## [What to work on]
Quote the data exactly, first line to the line containing "ring mcp: (286, 304)", with no pictures.
START Records for the exercise
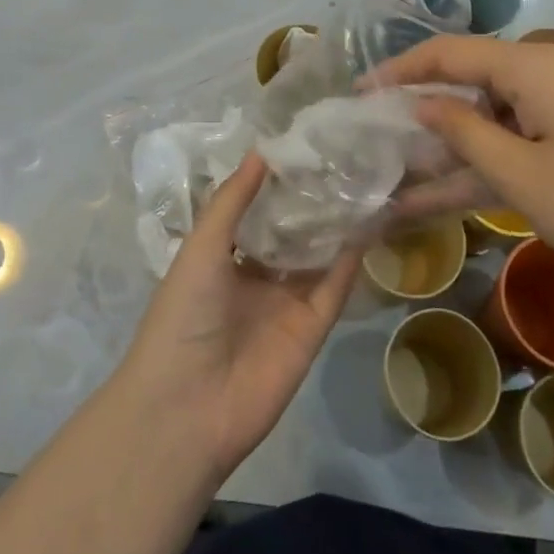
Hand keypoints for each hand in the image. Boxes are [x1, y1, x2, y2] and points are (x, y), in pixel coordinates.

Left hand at [122, 154, 359, 481]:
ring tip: (364, 180)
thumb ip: (232, 200)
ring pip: (319, 257)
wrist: (187, 407)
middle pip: (293, 233)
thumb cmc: (184, 315)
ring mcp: (286, 304)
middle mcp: (257, 277)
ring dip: (337, 225)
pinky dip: (351, 260)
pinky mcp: (312, 329)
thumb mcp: (201, 247)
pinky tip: (369, 223)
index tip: (307, 146)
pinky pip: (335, 288)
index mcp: (224, 258)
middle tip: (345, 157)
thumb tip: (262, 150)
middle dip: (313, 202)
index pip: (258, 213)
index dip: (279, 184)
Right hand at [376, 36, 553, 299]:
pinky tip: (446, 192)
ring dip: (451, 148)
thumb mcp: (521, 178)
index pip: (449, 53)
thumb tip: (420, 104)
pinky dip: (486, 161)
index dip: (399, 70)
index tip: (358, 94)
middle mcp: (549, 72)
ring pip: (492, 117)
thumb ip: (463, 133)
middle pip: (469, 82)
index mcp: (533, 67)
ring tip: (400, 178)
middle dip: (422, 113)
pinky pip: (519, 138)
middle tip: (376, 141)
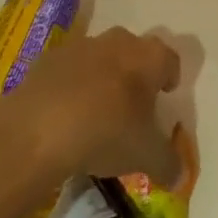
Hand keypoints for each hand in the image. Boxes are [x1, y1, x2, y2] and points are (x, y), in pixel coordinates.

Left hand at [0, 27, 181, 184]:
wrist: (38, 128)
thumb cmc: (105, 133)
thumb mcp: (144, 155)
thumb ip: (168, 163)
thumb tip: (180, 175)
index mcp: (149, 57)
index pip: (170, 59)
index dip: (170, 77)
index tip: (165, 95)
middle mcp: (120, 41)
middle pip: (135, 52)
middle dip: (136, 73)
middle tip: (131, 104)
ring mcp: (83, 46)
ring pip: (101, 57)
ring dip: (103, 76)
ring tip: (95, 110)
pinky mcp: (50, 58)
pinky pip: (69, 69)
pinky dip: (71, 85)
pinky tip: (64, 113)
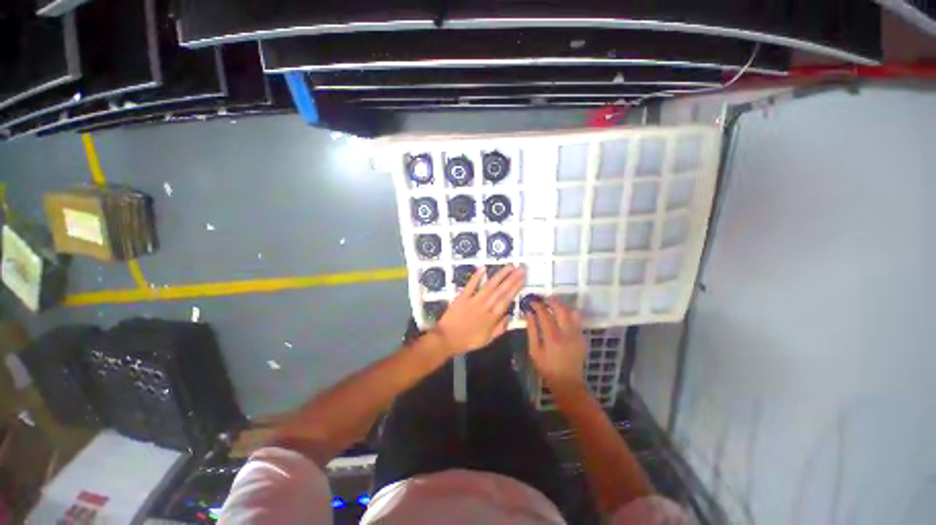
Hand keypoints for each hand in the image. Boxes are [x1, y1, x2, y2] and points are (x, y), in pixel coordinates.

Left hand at [433, 265, 524, 355]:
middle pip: (501, 290)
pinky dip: (477, 276)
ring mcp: (474, 300)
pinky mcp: (462, 297)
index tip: (523, 278)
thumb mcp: (487, 340)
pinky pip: (471, 285)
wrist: (447, 339)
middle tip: (521, 268)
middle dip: (512, 278)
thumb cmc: (468, 340)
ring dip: (500, 275)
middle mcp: (485, 306)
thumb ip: (500, 328)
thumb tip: (510, 316)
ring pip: (489, 285)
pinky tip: (483, 268)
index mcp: (492, 317)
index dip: (516, 288)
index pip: (507, 299)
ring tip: (510, 266)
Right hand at [526, 297, 586, 392]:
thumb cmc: (547, 367)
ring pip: (571, 312)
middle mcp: (567, 333)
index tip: (532, 302)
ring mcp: (577, 334)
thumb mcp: (534, 350)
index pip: (544, 314)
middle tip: (544, 299)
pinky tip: (561, 316)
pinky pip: (576, 320)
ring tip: (553, 304)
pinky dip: (568, 314)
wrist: (568, 382)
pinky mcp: (583, 337)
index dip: (537, 305)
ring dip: (561, 305)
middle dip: (552, 301)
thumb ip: (532, 330)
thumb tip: (529, 313)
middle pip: (561, 309)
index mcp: (552, 337)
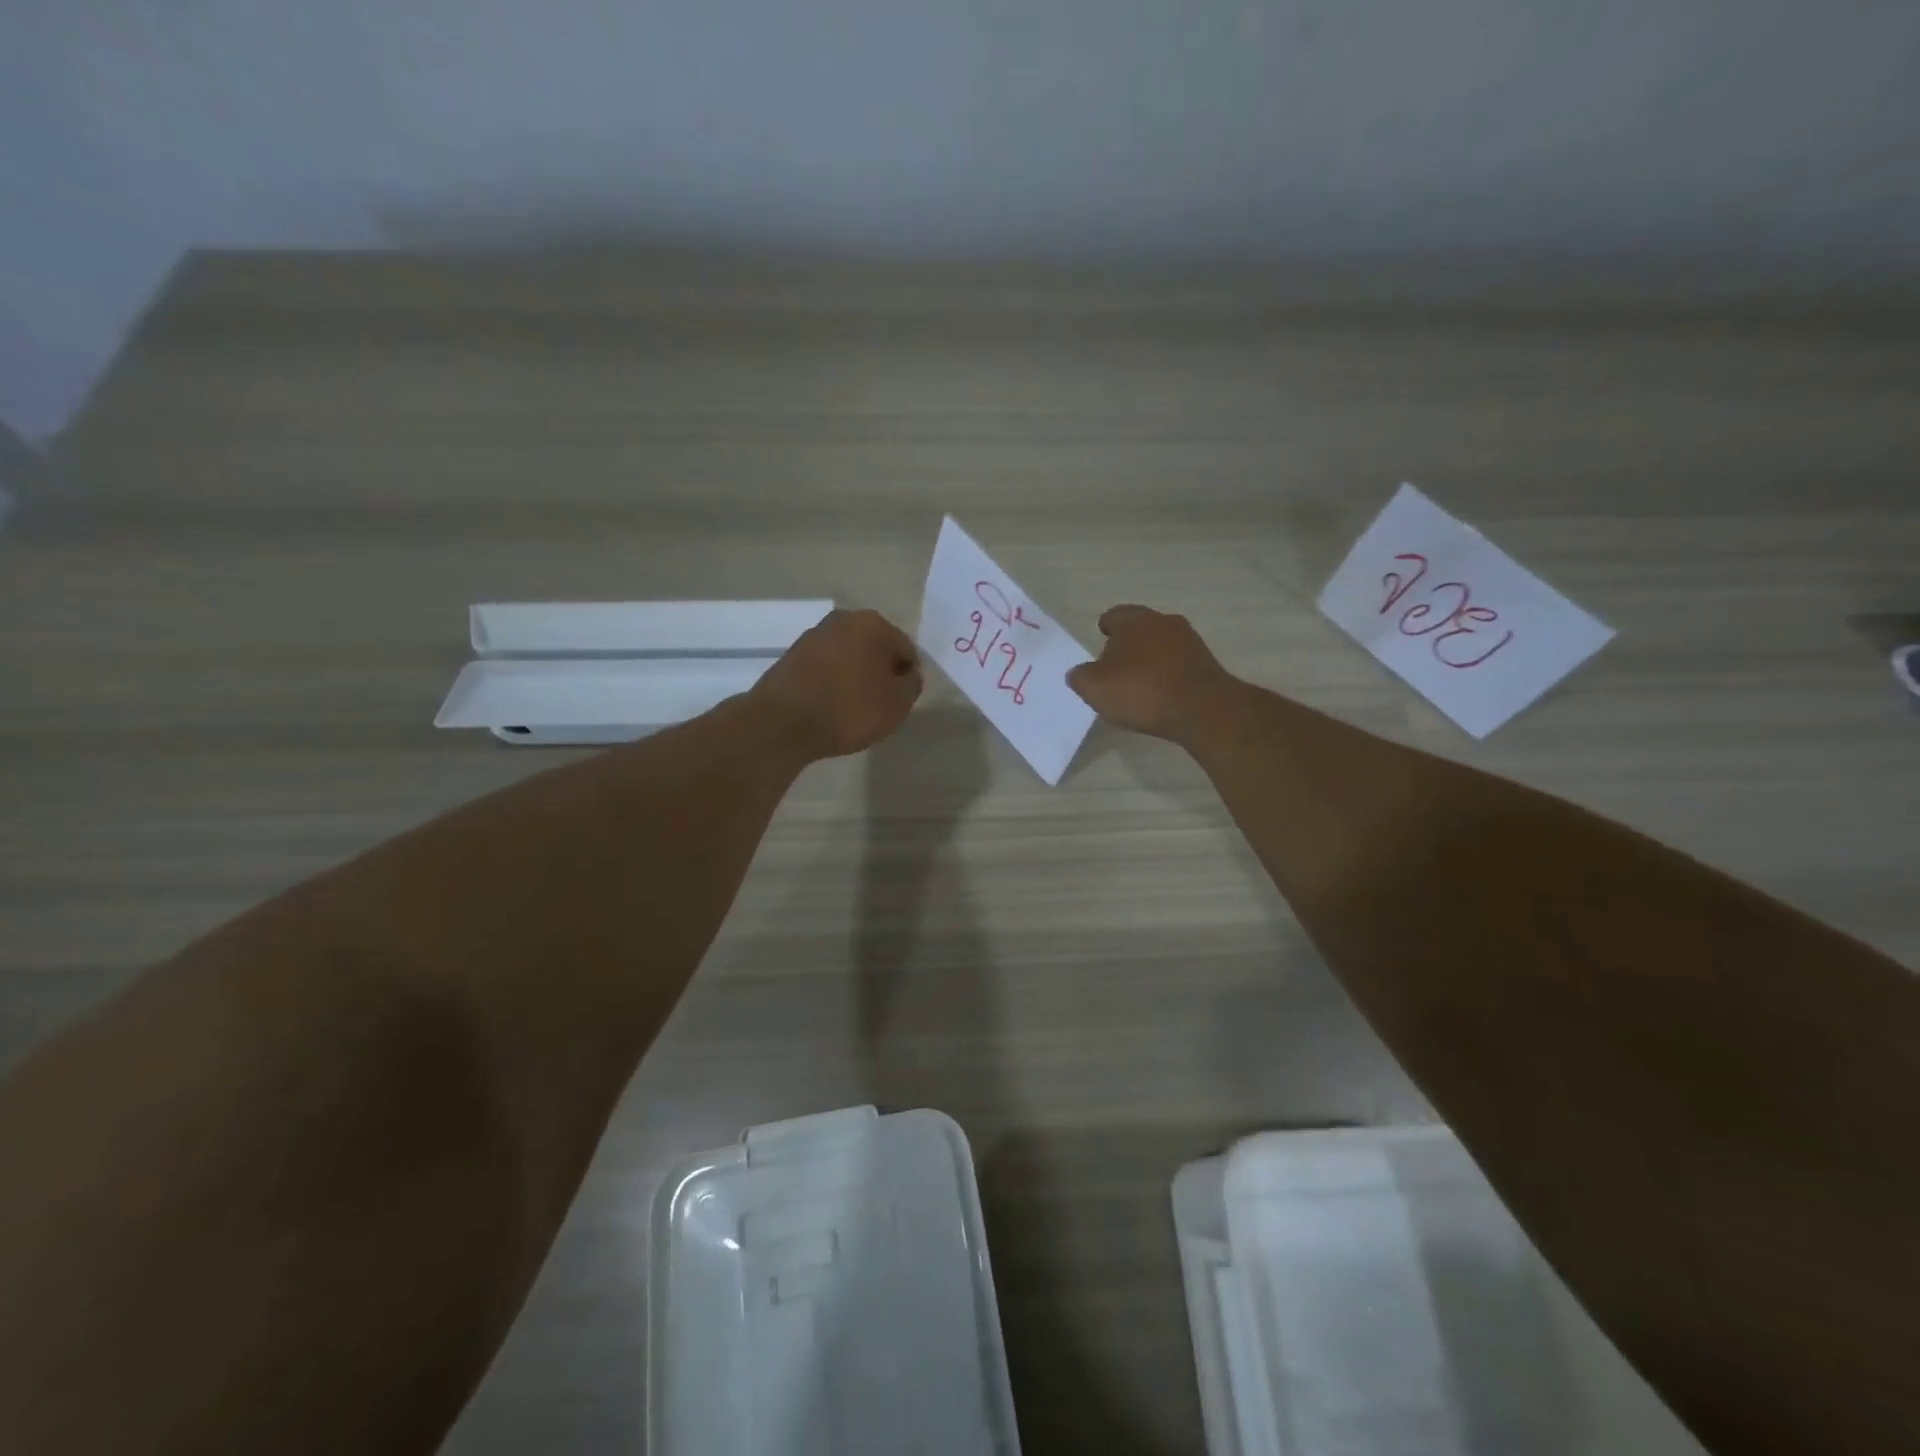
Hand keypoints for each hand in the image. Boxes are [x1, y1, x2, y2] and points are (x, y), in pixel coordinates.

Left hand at [749, 608, 922, 758]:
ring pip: (848, 657)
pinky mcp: (791, 656)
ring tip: (853, 709)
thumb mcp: (898, 704)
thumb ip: (911, 685)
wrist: (784, 723)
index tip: (901, 701)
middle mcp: (843, 620)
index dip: (908, 677)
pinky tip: (830, 707)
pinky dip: (832, 683)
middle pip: (875, 649)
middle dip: (880, 673)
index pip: (906, 650)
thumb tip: (907, 675)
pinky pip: (825, 669)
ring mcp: (813, 636)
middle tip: (879, 705)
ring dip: (855, 677)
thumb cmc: (850, 708)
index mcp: (873, 623)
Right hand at [1066, 605, 1239, 745]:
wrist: (1202, 710)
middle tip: (1115, 668)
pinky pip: (1178, 665)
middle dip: (1128, 645)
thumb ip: (1080, 676)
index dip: (1105, 629)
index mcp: (1134, 620)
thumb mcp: (1094, 687)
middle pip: (1140, 629)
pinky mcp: (1207, 664)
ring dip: (1150, 660)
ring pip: (1161, 646)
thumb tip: (1080, 673)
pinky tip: (1161, 696)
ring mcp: (1190, 642)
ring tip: (1138, 685)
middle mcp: (1164, 622)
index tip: (1101, 641)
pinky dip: (1168, 675)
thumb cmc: (1141, 691)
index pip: (1114, 616)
END Records for the exercise
## [Exercise result]
Hand keypoints for each hand in the image. Boxes are [x1, y1, x2, y2] and points are (x, y), in pixel coordinates.

Left hand at [122, 154, 359, 481]:
ring tip: (364, 180)
thumb ip: (232, 200)
ring pip: (319, 257)
wrist: (187, 407)
middle pip: (293, 233)
thumb cmc: (184, 315)
ring mcp: (286, 304)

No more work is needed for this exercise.